■ EXERCISE PROMPT ■
Pull every line with "Neil" from the material.

■ WORKING DATA ■
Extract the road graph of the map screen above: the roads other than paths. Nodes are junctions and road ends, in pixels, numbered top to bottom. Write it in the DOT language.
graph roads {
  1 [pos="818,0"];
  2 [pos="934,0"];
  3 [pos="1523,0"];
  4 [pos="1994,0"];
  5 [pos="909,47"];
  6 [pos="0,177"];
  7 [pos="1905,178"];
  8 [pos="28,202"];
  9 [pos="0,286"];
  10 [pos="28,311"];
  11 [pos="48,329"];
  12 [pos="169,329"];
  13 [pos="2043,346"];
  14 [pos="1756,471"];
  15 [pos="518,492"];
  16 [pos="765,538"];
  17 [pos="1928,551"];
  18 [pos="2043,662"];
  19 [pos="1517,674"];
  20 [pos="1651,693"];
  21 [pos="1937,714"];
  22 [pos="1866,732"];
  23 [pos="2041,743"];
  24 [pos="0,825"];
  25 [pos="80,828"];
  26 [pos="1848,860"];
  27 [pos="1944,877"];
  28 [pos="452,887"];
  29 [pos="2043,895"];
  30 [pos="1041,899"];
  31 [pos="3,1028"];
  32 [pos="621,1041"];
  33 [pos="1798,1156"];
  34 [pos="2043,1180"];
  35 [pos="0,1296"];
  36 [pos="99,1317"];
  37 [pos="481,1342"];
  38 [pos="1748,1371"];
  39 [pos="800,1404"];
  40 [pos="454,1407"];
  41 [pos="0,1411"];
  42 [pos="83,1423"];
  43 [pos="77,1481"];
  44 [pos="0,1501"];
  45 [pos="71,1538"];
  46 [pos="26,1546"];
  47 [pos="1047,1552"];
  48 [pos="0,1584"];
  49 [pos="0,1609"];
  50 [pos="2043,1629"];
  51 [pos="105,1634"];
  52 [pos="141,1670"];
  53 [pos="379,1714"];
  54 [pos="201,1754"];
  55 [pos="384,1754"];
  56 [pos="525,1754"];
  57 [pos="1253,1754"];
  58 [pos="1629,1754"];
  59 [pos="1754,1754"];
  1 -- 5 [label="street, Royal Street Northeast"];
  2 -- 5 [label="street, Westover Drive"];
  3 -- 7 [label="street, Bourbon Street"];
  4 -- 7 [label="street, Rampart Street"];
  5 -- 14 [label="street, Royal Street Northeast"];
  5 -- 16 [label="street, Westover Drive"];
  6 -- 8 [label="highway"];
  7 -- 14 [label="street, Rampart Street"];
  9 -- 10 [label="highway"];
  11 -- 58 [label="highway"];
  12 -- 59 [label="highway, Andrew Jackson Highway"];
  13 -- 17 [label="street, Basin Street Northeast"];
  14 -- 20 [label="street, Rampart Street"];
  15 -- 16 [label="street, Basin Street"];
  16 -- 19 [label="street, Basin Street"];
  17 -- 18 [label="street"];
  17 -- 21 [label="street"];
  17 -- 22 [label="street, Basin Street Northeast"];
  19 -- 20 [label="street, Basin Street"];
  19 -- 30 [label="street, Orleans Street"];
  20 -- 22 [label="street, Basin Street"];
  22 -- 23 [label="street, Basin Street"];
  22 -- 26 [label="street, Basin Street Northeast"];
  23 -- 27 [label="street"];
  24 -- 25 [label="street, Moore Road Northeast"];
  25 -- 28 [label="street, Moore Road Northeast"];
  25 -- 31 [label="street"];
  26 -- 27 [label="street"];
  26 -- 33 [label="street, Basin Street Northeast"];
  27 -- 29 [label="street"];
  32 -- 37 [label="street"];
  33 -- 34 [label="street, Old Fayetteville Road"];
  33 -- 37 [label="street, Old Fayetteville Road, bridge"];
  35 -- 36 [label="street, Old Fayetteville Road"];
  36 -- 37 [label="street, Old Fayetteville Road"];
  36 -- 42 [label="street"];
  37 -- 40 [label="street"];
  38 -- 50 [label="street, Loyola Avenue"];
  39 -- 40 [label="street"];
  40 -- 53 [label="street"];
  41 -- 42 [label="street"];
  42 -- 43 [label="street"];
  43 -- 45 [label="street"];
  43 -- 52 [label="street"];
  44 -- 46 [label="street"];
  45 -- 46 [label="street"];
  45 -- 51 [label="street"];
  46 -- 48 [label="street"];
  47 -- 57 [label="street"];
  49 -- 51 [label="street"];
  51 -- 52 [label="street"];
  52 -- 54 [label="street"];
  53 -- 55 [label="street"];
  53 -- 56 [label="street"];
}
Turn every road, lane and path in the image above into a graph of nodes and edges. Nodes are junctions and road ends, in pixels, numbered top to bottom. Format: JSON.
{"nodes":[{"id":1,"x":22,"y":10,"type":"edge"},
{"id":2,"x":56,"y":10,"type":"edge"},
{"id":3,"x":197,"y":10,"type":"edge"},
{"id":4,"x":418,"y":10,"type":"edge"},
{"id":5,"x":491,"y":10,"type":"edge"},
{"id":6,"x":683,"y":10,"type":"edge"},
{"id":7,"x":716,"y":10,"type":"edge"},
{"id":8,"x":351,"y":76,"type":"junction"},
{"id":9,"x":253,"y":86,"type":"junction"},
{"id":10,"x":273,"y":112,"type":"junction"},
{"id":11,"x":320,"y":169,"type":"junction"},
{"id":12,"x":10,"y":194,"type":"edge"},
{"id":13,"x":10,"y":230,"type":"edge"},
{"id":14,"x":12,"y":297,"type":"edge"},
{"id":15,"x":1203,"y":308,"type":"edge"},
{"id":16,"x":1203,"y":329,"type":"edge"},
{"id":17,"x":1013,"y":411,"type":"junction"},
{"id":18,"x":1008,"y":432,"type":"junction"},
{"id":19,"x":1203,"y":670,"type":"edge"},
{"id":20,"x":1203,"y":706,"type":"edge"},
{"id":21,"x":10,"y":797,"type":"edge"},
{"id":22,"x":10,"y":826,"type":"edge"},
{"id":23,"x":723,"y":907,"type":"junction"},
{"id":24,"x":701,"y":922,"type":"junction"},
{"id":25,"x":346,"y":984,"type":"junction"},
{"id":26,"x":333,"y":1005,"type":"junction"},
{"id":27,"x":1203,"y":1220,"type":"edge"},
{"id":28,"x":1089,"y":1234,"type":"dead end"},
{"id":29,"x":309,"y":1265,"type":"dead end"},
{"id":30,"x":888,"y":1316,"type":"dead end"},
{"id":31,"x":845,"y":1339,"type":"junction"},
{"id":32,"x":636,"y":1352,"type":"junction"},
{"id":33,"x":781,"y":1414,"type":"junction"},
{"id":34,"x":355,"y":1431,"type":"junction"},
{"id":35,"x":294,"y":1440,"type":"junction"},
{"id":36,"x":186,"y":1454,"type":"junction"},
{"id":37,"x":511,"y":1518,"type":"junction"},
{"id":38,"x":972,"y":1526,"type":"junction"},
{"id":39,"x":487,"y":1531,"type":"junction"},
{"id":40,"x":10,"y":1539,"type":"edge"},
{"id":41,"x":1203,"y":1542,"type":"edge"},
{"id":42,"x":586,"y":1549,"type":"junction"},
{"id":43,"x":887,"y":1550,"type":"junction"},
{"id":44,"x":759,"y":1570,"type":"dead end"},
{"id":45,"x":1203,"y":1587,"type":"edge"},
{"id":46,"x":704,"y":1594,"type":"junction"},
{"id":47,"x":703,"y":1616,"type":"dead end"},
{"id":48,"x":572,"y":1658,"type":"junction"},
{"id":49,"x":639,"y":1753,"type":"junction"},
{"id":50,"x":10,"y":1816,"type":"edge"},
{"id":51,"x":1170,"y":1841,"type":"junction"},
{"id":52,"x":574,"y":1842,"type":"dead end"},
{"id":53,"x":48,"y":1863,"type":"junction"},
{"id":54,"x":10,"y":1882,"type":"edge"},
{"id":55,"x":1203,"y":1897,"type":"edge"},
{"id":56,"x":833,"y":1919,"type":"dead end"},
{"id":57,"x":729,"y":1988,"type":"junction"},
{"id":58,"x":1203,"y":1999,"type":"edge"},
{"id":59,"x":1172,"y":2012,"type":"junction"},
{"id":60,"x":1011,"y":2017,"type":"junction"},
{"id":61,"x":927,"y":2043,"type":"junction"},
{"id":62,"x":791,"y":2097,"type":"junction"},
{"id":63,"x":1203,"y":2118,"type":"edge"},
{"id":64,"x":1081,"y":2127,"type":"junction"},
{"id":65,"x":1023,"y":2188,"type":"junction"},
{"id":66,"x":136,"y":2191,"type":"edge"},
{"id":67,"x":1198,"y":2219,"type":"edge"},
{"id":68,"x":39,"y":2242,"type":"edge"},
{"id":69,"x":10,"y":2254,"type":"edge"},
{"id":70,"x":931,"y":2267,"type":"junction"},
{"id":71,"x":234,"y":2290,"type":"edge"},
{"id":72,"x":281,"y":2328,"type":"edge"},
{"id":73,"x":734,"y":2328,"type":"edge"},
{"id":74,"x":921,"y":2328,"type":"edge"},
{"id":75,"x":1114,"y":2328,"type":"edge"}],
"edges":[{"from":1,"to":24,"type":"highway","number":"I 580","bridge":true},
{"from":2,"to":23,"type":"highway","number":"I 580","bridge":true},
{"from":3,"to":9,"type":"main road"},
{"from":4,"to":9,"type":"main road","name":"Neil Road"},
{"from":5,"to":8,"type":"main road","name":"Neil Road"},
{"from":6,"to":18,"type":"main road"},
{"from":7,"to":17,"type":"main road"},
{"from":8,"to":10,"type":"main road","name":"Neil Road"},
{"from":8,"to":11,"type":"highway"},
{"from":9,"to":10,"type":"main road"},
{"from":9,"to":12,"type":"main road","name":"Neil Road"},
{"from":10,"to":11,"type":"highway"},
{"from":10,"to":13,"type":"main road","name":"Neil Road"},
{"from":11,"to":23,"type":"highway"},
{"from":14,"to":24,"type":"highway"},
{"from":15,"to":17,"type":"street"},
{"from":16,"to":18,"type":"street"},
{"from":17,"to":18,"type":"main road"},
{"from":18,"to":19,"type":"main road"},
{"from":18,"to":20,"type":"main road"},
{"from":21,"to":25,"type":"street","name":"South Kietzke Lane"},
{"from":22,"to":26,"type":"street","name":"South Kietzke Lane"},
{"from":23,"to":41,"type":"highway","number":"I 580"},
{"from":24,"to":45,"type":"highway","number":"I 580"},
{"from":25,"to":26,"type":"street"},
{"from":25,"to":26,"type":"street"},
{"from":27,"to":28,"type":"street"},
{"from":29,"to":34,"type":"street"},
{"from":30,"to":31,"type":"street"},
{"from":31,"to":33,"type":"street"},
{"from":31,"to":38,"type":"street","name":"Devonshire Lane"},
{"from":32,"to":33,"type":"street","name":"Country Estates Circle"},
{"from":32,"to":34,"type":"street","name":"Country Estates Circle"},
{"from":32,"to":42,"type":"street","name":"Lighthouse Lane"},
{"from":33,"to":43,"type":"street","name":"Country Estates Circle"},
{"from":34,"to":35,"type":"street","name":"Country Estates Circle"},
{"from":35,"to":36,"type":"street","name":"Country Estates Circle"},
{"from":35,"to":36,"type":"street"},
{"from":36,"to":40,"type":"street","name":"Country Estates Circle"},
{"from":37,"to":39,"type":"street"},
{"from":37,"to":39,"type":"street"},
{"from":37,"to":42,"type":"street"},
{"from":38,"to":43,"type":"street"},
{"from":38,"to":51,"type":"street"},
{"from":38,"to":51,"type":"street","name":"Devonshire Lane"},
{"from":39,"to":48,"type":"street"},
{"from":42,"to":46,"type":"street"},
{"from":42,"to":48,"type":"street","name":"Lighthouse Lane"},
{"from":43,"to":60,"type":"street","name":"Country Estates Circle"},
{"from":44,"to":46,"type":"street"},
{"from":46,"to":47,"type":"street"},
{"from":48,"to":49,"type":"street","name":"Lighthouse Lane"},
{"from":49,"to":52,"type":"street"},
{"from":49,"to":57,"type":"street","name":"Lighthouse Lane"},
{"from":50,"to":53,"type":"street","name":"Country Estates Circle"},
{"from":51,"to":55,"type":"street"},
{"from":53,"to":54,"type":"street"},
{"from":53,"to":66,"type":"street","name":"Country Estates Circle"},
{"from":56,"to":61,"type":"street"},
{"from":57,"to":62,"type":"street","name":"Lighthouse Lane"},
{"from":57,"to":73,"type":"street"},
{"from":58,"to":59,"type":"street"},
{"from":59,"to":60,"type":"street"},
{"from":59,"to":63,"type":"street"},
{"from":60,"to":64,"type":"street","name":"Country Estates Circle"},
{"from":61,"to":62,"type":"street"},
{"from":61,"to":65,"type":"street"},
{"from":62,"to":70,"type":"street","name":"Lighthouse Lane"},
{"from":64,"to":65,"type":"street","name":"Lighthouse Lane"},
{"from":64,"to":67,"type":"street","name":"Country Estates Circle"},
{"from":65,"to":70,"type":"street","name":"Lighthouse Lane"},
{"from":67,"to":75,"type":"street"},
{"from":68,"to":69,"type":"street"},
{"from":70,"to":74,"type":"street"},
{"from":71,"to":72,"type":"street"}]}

■ RESPONSE BOX ■
{"from":4,"to":9,"type":"main road","name":"Neil Road"},
{"from":5,"to":8,"type":"main road","name":"Neil Road"},
{"from":8,"to":10,"type":"main road","name":"Neil Road"},
{"from":9,"to":12,"type":"main road","name":"Neil Road"},
{"from":10,"to":13,"type":"main road","name":"Neil Road"},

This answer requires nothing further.